[Opening INPUT MATERIAL section]

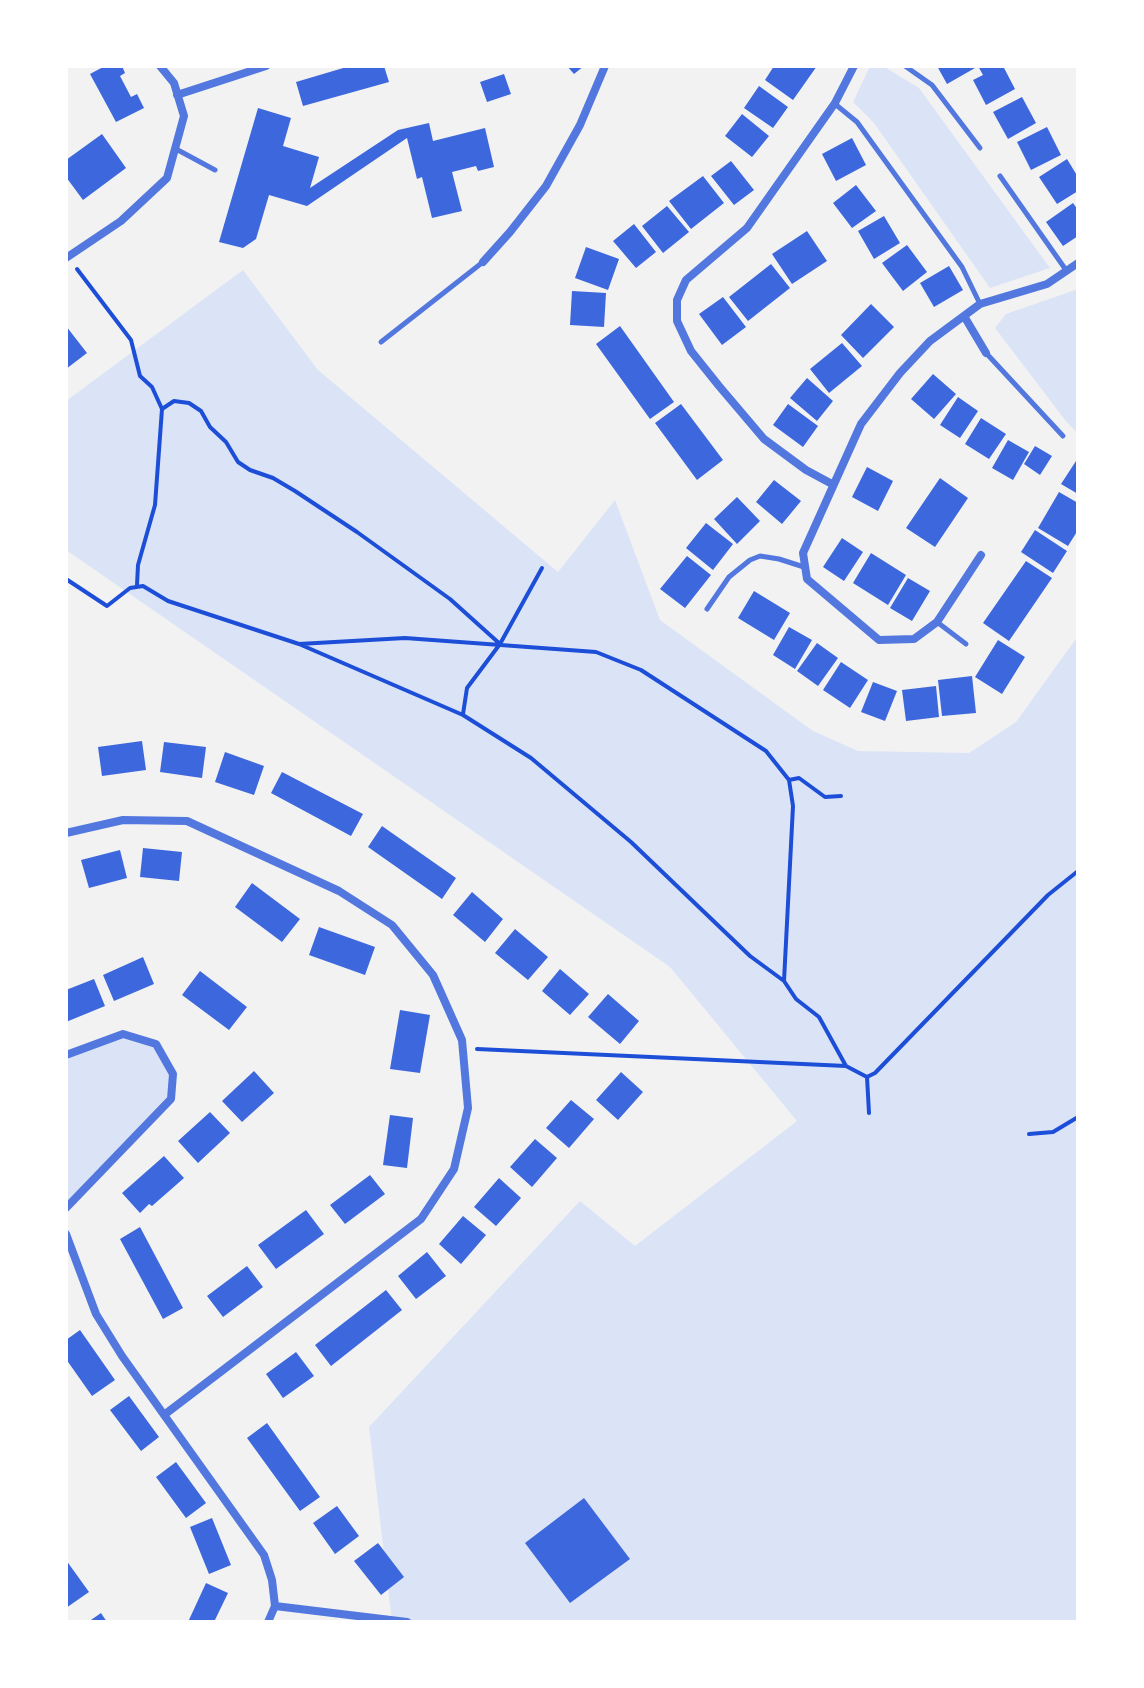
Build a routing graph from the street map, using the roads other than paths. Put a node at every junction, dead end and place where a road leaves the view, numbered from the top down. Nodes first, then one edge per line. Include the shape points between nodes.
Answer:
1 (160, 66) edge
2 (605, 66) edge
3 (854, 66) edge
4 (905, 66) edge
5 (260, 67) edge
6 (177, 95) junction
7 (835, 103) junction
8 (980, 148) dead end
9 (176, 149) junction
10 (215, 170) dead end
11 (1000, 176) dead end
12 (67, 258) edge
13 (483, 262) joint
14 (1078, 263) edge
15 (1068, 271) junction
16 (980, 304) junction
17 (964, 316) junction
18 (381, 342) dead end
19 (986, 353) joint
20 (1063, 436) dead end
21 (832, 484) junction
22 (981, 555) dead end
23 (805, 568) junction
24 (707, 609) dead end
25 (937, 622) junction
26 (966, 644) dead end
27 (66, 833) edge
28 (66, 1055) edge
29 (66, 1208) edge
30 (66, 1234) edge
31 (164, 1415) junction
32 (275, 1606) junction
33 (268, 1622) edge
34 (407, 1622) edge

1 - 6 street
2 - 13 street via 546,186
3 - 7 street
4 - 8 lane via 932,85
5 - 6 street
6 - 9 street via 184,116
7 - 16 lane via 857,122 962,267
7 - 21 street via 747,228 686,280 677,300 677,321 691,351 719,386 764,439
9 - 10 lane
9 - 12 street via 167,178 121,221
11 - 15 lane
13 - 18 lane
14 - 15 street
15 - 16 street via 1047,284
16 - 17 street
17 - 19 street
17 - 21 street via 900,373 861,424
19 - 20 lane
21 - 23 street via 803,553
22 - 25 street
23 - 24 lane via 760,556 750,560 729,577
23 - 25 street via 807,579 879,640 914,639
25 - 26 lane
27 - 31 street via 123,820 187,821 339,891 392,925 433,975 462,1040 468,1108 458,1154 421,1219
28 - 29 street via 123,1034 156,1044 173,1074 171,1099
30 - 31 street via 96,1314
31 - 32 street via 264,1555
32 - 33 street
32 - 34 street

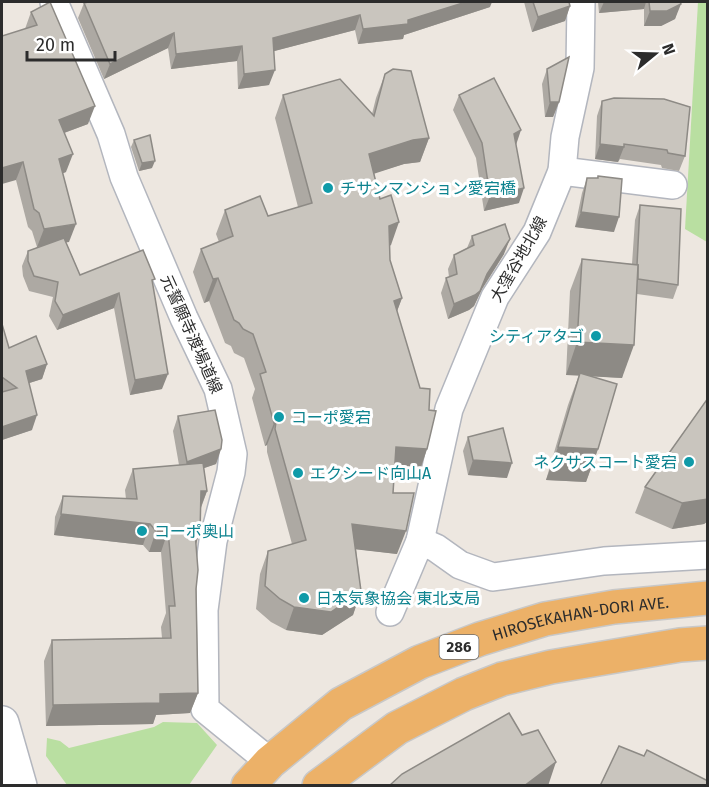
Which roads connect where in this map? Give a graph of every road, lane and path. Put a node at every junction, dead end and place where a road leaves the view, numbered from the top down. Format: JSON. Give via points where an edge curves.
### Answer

[Closing INPUT MATERIAL section]
[Opening INPUT MATERIAL section]

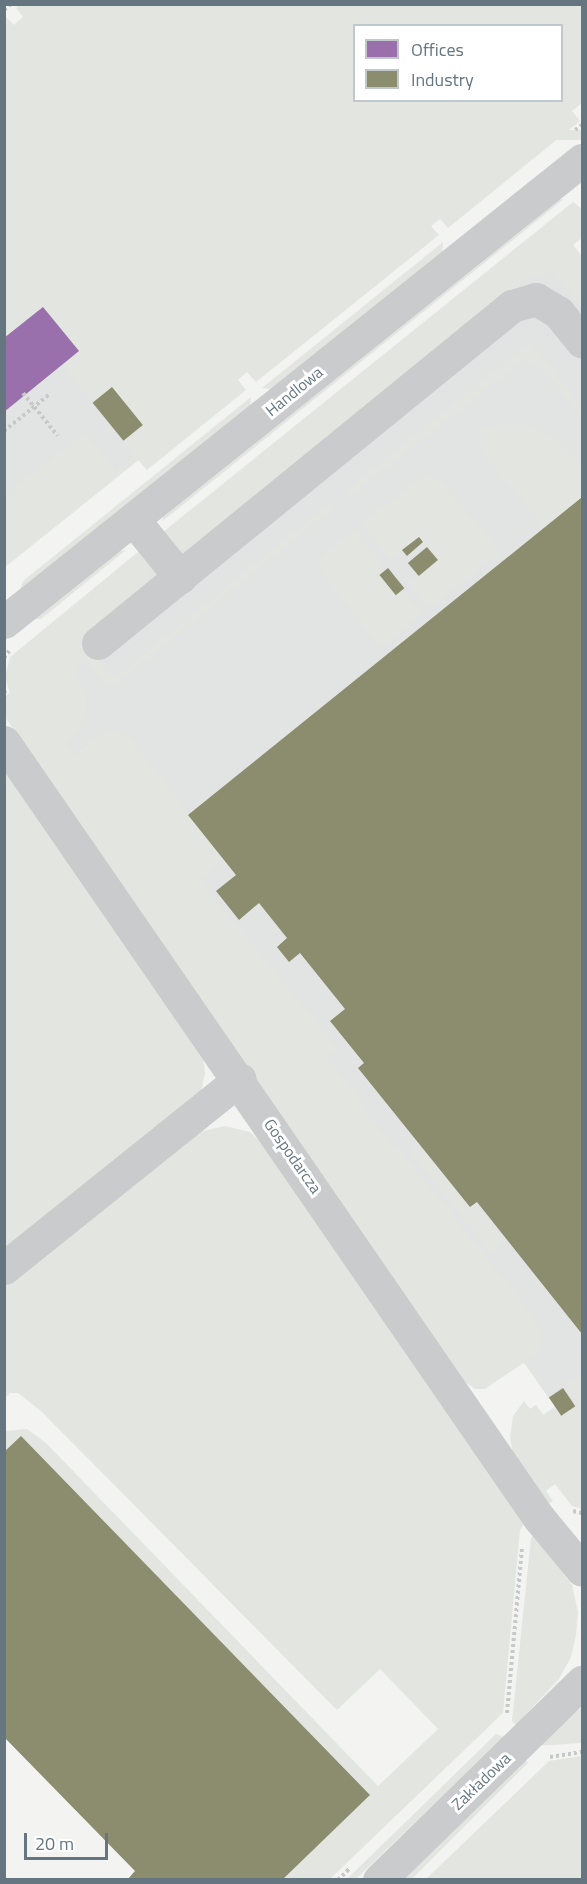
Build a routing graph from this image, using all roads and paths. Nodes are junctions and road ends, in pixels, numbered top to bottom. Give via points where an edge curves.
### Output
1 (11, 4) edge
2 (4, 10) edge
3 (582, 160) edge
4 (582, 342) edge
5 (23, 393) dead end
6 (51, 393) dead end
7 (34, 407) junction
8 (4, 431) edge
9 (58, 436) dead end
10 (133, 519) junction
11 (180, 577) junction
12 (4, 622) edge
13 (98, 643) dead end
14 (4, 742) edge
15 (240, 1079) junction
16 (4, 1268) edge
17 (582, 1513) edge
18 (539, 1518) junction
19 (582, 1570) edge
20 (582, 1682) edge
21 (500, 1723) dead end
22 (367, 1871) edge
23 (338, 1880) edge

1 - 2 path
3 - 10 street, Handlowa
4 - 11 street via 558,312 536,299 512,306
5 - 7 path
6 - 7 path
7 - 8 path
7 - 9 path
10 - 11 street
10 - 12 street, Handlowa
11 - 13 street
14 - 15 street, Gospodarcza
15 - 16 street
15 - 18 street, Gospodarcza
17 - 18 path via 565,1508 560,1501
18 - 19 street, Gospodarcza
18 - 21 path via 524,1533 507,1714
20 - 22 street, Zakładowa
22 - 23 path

[Closing INPUT MATERIAL section]

* **YOUR ASSIGNMENT**
Write out each line above containing "Give".

* **TASK OUTPUT**
Which roads connect where in this map? Give a graph of every road, lane and path. Put a node at every junction, dead end and place where a road leaves the view, numbered from the top down. Format: JSON. Give via points where an edge curves.
Build a routing graph from this image, using all roads and paths. Nodes are junctions and road ends, in pixels, numbered top to bottom. Give via points where an edge curves.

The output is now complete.